The attackers may be financially motivated or could be backed by a nation-state looking to gain advantage, researchers think.
The attack on eResearch Technology potentially slowed down coronavirus research globally, & researchers suggest a nation-state player could be behind the incident.
Says reports, the cyber-attack on the Philadelphia company has slowed down those trials over the past 2 weeks, as researchers were had to switch to pen & paper for tracking patient data.
ERT on its website notes that its software is being used in drug trials, & that it was involved in tracking 75% of drug-approval trials run by the FDA last year. It has not disclosed how many of its customers have been affected by the ransomware attack, or which ransomware strain is responsible.
New York Times
According to the New York Times, which broke the story over the weekend, IQVIA & Bristol Myers Squibb were both affected by the incident. The 1st is a contractor helping with AstraZeneca’s COVID-19 vaccine trial, & the latter drug-maker is leading a collaborative effort to develop a better rapid test for the virus.
Both said that because of data backups, the impact of the attack was reduced. Other ERT customers, however, were not as lucky, observed the Times.
Drew Bustos, ERT’s VP of Marketing, has confirmed that the attacks started on Sept. 20, after which systems were taken offline. The company is now in ‘recovery mode’ he commented, & the threat is “contained,” so ERT is slowly bringing systems back into operation.
Pfizer and Johnson & Johnson
Pfizer & Johnson & Johnson, both of which are working on a COVID-19 vaccine, announced that their trials were not affected by the attack. IQVIA meanwhile issued a statement explaining, “We are not aware of any confidential data or patient information, related to our clinical trial activities, that have been removed, compromised or stolen.”

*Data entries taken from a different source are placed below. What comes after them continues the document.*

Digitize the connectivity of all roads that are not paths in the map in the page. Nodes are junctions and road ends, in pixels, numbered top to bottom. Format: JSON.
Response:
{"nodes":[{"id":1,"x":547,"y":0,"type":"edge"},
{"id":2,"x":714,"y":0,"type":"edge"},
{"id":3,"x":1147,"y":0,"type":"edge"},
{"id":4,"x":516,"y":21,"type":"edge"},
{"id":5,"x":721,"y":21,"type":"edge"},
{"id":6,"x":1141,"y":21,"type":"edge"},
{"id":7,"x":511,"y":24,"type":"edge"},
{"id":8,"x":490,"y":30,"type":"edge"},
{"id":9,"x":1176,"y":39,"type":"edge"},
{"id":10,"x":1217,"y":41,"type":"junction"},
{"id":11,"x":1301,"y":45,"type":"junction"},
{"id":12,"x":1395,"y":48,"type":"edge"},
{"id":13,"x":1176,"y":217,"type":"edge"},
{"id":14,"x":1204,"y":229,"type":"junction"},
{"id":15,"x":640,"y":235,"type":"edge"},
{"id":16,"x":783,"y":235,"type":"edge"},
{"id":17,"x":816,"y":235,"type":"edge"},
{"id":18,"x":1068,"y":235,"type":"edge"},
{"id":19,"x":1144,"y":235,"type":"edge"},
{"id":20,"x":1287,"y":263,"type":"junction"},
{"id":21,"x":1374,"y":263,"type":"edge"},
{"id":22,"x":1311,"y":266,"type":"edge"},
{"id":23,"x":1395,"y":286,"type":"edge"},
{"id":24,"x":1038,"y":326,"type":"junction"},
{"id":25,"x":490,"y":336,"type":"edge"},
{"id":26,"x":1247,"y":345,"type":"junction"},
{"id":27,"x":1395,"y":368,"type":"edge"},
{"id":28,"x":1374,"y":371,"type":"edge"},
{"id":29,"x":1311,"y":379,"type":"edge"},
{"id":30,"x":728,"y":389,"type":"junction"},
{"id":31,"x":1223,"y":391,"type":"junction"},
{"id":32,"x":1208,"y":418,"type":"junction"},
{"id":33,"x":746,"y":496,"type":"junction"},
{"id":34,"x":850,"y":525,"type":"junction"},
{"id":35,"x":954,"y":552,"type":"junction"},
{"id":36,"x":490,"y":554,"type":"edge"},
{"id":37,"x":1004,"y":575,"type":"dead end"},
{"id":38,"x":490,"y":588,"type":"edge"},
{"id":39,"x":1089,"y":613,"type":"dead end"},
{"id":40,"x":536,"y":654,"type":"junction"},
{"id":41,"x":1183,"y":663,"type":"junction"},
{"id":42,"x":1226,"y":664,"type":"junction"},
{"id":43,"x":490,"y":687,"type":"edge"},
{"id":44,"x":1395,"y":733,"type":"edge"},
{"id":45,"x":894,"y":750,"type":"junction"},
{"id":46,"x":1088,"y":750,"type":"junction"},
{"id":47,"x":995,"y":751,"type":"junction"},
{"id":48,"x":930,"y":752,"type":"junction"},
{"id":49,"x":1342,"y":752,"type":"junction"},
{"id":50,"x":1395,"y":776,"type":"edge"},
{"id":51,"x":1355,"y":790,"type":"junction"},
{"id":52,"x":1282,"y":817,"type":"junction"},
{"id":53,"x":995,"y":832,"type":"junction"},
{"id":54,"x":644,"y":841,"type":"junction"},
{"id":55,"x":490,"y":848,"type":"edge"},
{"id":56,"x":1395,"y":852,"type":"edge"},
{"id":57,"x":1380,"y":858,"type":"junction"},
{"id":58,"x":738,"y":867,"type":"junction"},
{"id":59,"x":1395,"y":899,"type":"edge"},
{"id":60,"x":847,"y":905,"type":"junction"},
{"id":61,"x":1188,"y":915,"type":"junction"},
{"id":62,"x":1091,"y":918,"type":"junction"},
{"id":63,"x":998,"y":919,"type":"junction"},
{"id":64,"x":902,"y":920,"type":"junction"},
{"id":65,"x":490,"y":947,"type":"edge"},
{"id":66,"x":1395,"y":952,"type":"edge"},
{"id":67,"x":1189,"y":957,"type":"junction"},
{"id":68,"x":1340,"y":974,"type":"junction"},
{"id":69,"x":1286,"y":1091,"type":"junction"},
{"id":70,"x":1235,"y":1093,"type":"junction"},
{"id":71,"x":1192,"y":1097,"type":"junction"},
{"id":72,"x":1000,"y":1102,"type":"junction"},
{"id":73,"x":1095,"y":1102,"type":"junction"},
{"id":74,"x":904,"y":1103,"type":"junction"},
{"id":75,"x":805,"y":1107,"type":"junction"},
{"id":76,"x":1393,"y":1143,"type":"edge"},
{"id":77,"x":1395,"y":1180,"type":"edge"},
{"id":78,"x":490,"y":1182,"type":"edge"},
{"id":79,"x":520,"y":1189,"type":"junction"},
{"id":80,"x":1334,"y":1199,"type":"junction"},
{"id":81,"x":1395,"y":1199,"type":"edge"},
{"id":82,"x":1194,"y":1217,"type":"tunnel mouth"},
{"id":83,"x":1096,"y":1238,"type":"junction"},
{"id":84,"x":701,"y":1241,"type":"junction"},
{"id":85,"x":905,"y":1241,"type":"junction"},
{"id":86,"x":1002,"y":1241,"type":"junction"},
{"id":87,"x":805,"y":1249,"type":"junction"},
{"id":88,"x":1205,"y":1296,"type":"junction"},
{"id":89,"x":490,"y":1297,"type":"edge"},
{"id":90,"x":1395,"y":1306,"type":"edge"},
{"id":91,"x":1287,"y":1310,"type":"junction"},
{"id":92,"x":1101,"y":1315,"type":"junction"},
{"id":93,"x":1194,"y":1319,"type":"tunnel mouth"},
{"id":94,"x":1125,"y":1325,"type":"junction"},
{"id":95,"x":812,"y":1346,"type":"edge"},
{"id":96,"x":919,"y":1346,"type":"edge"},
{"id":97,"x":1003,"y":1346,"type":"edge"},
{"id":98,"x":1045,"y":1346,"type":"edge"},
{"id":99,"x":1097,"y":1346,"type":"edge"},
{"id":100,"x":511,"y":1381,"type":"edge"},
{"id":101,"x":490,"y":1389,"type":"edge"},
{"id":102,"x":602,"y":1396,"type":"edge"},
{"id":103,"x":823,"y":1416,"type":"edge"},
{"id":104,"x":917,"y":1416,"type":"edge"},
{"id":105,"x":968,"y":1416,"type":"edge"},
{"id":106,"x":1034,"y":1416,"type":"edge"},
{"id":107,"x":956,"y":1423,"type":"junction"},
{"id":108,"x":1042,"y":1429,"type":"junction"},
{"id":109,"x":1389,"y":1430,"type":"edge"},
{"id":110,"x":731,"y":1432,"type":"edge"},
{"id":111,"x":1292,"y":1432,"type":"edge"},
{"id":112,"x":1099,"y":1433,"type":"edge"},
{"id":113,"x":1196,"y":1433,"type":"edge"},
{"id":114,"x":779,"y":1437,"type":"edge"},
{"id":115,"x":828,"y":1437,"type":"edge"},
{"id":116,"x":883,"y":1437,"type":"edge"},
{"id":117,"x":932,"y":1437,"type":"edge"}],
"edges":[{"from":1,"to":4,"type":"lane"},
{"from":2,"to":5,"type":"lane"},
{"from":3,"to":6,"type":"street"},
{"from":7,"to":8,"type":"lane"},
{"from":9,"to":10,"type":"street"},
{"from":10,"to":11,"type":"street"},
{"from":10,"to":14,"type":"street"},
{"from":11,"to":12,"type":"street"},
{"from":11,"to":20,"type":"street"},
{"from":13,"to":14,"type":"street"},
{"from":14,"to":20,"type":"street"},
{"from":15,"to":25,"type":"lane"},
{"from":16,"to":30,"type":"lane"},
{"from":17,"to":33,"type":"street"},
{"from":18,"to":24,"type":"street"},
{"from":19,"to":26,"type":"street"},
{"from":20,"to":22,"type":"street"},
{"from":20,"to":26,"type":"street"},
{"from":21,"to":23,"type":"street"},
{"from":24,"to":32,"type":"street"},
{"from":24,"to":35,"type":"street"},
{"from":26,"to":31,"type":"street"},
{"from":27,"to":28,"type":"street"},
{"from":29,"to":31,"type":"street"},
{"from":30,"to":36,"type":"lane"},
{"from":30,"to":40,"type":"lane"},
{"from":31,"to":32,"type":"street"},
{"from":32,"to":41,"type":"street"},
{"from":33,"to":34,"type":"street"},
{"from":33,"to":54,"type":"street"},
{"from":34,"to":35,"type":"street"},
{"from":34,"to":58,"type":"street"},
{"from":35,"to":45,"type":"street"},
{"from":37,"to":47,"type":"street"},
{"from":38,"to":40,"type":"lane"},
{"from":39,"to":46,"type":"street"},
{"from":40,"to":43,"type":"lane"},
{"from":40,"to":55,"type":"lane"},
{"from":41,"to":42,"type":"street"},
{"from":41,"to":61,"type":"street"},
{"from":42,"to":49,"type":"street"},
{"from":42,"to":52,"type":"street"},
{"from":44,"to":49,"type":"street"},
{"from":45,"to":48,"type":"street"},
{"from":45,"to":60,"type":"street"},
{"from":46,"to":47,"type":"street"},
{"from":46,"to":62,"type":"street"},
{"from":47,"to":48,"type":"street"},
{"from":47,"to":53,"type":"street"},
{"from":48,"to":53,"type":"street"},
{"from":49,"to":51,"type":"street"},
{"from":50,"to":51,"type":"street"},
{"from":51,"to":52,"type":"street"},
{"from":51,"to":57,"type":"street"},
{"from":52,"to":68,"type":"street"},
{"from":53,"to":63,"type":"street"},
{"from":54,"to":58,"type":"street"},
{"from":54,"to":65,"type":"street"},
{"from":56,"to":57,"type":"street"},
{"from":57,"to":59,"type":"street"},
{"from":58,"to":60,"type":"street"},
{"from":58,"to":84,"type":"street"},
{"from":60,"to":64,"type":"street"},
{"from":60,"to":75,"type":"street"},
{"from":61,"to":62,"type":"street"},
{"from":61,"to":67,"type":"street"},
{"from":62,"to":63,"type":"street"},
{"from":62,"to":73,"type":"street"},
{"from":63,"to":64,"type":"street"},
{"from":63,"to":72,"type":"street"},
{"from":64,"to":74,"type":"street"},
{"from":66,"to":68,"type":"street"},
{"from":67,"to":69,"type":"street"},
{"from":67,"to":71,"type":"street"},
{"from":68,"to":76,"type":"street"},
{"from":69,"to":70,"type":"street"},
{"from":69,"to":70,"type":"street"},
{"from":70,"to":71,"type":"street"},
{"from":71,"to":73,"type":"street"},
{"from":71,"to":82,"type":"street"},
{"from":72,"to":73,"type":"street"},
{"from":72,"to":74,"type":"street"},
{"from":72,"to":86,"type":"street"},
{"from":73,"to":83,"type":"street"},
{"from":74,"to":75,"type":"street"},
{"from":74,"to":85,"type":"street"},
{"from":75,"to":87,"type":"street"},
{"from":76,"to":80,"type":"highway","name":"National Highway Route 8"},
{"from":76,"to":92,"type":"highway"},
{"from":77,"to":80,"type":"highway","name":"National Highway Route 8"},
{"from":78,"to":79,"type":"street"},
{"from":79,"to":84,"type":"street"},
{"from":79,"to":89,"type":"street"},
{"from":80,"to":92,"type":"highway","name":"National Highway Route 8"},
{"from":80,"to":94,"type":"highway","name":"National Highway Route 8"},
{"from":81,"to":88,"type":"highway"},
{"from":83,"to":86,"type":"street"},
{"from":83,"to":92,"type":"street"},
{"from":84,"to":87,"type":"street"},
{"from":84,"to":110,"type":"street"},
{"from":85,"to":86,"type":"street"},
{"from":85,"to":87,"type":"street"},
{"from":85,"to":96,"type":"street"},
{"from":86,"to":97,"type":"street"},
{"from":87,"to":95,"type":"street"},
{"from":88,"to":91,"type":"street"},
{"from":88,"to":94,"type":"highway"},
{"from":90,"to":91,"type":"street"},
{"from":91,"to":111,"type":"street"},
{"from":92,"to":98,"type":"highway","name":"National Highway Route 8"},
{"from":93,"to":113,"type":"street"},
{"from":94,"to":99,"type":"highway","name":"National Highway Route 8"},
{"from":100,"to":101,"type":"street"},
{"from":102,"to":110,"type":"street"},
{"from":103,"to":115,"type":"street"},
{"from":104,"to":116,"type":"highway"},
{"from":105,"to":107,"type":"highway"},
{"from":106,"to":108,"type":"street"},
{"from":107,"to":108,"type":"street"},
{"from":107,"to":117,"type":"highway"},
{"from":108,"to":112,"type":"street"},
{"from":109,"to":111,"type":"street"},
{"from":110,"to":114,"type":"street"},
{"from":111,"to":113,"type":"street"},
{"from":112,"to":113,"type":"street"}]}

“Healthcare organisations are a prime target for ransomware, as they contain sensitive patient data,” commented James McQuiggan, Security Awareness Advocate at KnowBe4. “For large, profitable organisations, cyber-criminals know that they have the means to pay the ransom after their data is stolen.
Unfortunately, cyber-criminals are stealing intellectual property to auction it to the dark web to increase their financial profits from the attack.”
While it is not clear what the motivation behind this ransomware attack ultimately was, it is known that attacks on organisations leading the medical fight against the coronavirus pandemic have been continuing.
In March, the World Health Organization was targeted by espionage groups looking for coronavirus response information; & in May, the FBI & the Department of Homeland Security warned that China-lined nation-state spies are actively cyber-hunting for clinical research.
“There’s been an intense upscale in attacks,” Chloé Messdaghi, VP of Strategy at Point3 Security explained.
“Anything connected to sensitive data for COVID-19 is definitely under threat by foreign nation-state actors or foreign competing companies looking to find usable information. It could be an individual attacker or a group of attackers trying to collect money.
Attackers understand this has exceptional worth because the companies are very well positioned financially, & that clinical trials make a quick payoff very advantageous.”
As an aside, this writer thinks that the absolute despicable morally of the people or nation responsible for this incident, ‘beggars-belief’, and puts into question any hint of human decency, during the worst peacetime crisis to affect the world in a century.